Rose-de-Corail, d’un souffle, éteignit la lampe. La pièce fut plongée dans les ténèbres. Un silence lourd d’angoisse et de terreur pesa sur les deux jeunes femmes et le voyou, tous trois tournés, palpitants, vers Jean Nib, dont ils entrevoyaient la haute silhouette dans la vague clarté de la fenêtre.


Jean Nib, immobile, debout près de cette fenêtre, regardait dehors… Quelques minutes d’une terrible angoisse s’écoulèrent…


– Eh bien! fit enfin Rose-de-Corail dans un murmure à peine perceptible, est-ce qu’on file, mon Jean?…


– Trop tard! gronda Jean Nib. Regarde!…


D’un bond, Rose-de-Corail fut à la fenêtre, et, au fond de l’obscurité, entrevit deux silhouettes dans le jardin, deux ombres qui eussent été invisibles pour tout autre qu’elle et Jean Nib.

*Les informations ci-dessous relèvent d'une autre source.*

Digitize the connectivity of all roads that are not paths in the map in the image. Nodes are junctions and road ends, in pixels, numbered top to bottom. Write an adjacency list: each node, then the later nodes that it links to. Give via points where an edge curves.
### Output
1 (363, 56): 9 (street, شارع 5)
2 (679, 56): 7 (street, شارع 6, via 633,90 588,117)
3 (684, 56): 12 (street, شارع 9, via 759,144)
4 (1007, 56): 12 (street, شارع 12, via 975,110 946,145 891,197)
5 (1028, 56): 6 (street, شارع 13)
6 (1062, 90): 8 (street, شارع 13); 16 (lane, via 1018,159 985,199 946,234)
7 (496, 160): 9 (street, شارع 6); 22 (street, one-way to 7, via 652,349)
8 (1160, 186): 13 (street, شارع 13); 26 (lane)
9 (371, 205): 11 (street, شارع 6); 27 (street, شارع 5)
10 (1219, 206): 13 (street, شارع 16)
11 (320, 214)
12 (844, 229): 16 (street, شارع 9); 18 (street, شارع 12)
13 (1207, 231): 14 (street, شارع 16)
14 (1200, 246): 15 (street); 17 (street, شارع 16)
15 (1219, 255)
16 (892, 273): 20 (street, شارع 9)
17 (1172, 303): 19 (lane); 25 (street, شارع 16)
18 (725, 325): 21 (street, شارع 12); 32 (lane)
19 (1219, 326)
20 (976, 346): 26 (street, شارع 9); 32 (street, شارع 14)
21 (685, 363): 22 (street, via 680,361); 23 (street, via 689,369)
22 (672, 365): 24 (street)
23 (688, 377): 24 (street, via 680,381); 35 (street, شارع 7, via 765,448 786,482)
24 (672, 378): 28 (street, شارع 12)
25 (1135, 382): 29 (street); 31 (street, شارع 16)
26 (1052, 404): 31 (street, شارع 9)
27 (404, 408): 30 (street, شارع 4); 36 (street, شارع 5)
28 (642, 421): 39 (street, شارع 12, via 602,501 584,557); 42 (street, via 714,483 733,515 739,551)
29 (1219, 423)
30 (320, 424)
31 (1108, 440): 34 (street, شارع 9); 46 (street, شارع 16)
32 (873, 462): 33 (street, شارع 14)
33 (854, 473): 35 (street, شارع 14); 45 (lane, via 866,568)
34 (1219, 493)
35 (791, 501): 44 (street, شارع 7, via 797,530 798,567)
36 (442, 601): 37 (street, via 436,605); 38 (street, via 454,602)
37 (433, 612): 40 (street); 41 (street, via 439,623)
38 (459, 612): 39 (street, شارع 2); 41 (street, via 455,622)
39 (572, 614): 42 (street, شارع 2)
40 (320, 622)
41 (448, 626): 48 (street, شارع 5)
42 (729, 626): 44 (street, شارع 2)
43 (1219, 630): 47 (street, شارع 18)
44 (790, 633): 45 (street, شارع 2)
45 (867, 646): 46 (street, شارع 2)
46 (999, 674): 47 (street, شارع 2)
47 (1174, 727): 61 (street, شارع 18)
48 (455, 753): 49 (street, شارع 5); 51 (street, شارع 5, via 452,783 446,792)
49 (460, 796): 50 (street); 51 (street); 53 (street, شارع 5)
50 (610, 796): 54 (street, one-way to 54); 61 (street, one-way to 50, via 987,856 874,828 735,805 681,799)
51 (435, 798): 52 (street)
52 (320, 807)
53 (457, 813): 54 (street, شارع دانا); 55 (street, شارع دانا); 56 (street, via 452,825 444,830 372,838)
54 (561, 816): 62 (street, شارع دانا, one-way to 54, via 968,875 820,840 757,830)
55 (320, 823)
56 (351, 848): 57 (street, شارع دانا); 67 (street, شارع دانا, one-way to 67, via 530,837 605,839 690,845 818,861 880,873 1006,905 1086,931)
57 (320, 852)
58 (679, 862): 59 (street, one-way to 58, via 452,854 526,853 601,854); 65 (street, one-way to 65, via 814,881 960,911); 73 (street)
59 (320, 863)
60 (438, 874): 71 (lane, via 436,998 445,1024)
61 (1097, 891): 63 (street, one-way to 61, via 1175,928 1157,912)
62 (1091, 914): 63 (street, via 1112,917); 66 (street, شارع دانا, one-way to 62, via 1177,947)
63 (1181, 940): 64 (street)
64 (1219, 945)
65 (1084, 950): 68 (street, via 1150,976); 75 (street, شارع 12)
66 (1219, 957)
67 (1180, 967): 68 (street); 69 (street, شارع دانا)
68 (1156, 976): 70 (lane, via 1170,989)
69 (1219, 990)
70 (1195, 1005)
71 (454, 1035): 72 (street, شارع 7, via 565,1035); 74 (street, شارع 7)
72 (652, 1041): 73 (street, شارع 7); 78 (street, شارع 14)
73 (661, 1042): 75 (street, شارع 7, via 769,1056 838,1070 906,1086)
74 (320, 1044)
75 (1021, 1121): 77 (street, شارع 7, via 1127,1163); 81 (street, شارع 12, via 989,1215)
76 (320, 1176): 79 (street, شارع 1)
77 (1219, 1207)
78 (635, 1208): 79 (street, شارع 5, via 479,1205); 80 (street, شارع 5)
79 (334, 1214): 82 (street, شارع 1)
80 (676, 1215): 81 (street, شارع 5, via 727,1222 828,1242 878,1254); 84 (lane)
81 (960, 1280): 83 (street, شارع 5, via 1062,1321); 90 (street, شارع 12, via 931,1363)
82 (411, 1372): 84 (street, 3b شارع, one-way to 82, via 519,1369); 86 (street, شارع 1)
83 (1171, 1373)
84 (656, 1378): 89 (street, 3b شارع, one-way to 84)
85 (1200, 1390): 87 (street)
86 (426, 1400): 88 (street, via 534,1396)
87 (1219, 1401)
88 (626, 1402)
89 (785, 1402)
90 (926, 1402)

– Oh! murmura-t-elle à ce moment…


Deux nouvelles silhouettes se montraient… deux hommes qui, un instant, apparurent sur la crête du mur et sautèrent dans le jardin.


– Ça fait quatre! dit sourdement Jean Nib.


On peut filer par les derrières, haleta Rose-de-Corail.


– Bouge pas! Je vais voir!…


À pas rapides, furtifs, silencieux et souples, Jean Nib bondit hors de la pièce et gagna l’extrémité du corridor aboutissant à une fenêtre qui donnait sur le derrière de la villa.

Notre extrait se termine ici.